++++ Input records

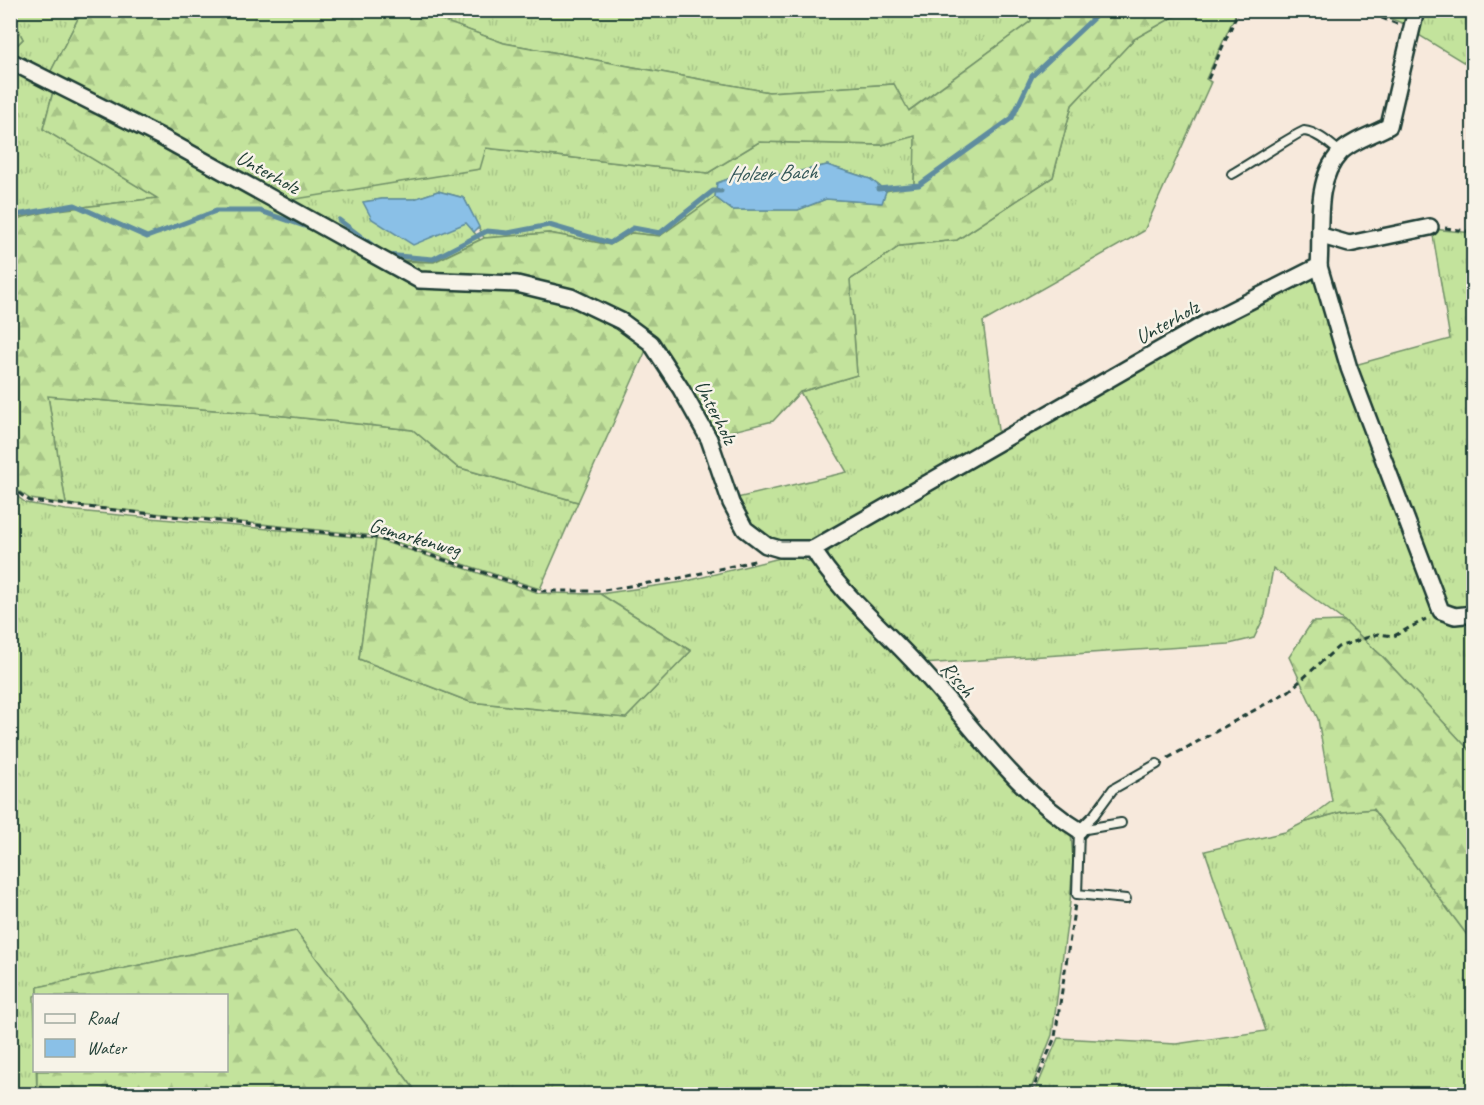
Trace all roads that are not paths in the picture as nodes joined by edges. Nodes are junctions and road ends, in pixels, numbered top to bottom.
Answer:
1 (1416, 10) edge
2 (10, 61) edge
3 (1340, 152) junction
4 (1232, 174) dead end
5 (1430, 226) road end
6 (1322, 237) junction
7 (1319, 266) junction
8 (813, 549) junction
9 (1473, 614) edge
10 (1157, 764) road end
11 (1121, 823) dead end
12 (1079, 830) junction
13 (1126, 899) dead end

1 - 3 street
2 - 8 street, Unterholz
3 - 4 lane
3 - 6 street
5 - 6 street
6 - 7 street
7 - 8 street, Unterholz
7 - 9 street
8 - 12 street, Risch
10 - 12 lane
11 - 12 lane
12 - 13 lane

++++++++

**Work item**
I'd like every record transcribed exactly, with no pictures carried over.

**Answer to the problem**
Trace all roads that are not paths in the picture as nodes joined by edges. Nodes are junctions and road ends, in pixels, numbered top to bottom.
Answer:
1 (1416, 10) edge
2 (10, 61) edge
3 (1340, 152) junction
4 (1232, 174) dead end
5 (1430, 226) road end
6 (1322, 237) junction
7 (1319, 266) junction
8 (813, 549) junction
9 (1473, 614) edge
10 (1157, 764) road end
11 (1121, 823) dead end
12 (1079, 830) junction
13 (1126, 899) dead end

1 - 3 street
2 - 8 street, Unterholz
3 - 4 lane
3 - 6 street
5 - 6 street
6 - 7 street
7 - 8 street, Unterholz
7 - 9 street
8 - 12 street, Risch
10 - 12 lane
11 - 12 lane
12 - 13 lane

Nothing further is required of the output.